5Future Research

Publication Details

  1. Various aspects of the performance of the autopsy as a diagnostic test (e.g., the reproducibility of findings between pathologists) remain undefined and represent areas for further research. More specifically relevant to the present review is the inter-rater reliability for error classifications in specific cases - i.e., establishing the extent to which pathologists, clinicians or other peer reviewers agree that a particular case does or does not involve a clinically important diagnostic error.
  2. The causes of important diagnostic discrepancies remain uncharacterized. This represents a very important area of investigation. Discrepancies between efficacy and effectiveness (i.e., differences between the performance of a diagnostic or therapeutic procedure in routine practice compared to the result in the research literature) have diverse causes. Broadly speaking, though, factors consist of quality problems, related to underuse, overuse and misuse of diagnostic or therapeutic procedures, and patient factors, including atypical presentations and complex interactions between comorbid conditions and patient demographic factors. Neither of these categories are captured in the “efficacy literature” (i.e., clinical trials), as the nature of research settings make underuse, overuse or misuse unlikely, and stringent patient selection reduces the complexities of comorbid conditions and multiple competing diagnostic considerations.

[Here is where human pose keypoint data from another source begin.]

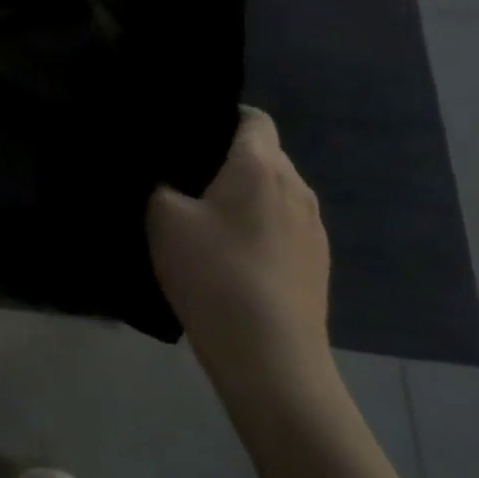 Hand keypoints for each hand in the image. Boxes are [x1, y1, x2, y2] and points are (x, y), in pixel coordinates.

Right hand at [147, 107, 331, 394]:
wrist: (272, 361)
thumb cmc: (214, 274)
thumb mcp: (163, 218)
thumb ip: (160, 182)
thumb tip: (167, 175)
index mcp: (261, 165)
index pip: (254, 117)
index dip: (222, 116)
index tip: (189, 134)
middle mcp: (296, 187)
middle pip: (265, 154)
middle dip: (228, 159)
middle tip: (185, 178)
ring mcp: (313, 229)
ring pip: (275, 192)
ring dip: (246, 196)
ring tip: (207, 220)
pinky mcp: (318, 264)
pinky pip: (284, 226)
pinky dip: (260, 228)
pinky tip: (233, 257)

    Autopsy data provide a window into discrepancies between efficacy and effectiveness both for therapeutics (by detecting clinically unsuspected complications of care) and diagnostics (by detecting the diagnostic discrepancies discussed in this report). In both cases, but perhaps especially the latter, the autopsy can play a pivotal role in spearheading investigations into the causes of these discrepancies. Where they prove to present quality problems, the institution benefits and, where they reflect differences between the types of patients receiving care in routine practice and clinical trials, the whole health system may benefit from awareness of these findings.
  3. Future research is needed to establish strategies for optimizing the utility of the autopsy at the institutional level. No study has ever directly assessed the impact of detecting errors in clinical diagnosis on subsequent clinical performance. Thus, future research is needed to determine optimal methods of involving clinicians in the autopsy process (or communicating its results to them) and effective ways of stimulating change based on autopsy findings. Until such research is performed it is not clear to what extent autopsy rates need to be increased as opposed to achieving improvements in communication and utilization of information generated from autopsies performed at current rates.
  4. Another opportunity for future research would be to establish the optimal means of using autopsy data to provide more accurate vital statistics and other important epidemiologic data. The first step might be to validate the findings suggested in this review, namely that current vital statistics contain substantial inaccuracies. Such an undertaking might involve funding a small number of demographically diverse institutions to achieve high autopsy rates, with prospectively determined protocols for autopsy performance and error classification. Such a program would not replace autopsies as routinely performed elsewhere (i.e., this suggested research program in no way represents a system of regional autopsy centers). Rather these centers would act as surveillance centers for basic causes of death and detection of quality problems, as well as numerous opportunities for basic research into the pathogenesis of acute and chronic illnesses. Even one year's worth of data from such a project would likely document substantial inaccuracies in vital statistics. If continued it could provide ongoing epidemiologic data, as well as more meaningful error rates that could be used to fuel quality improvement efforts throughout the health system.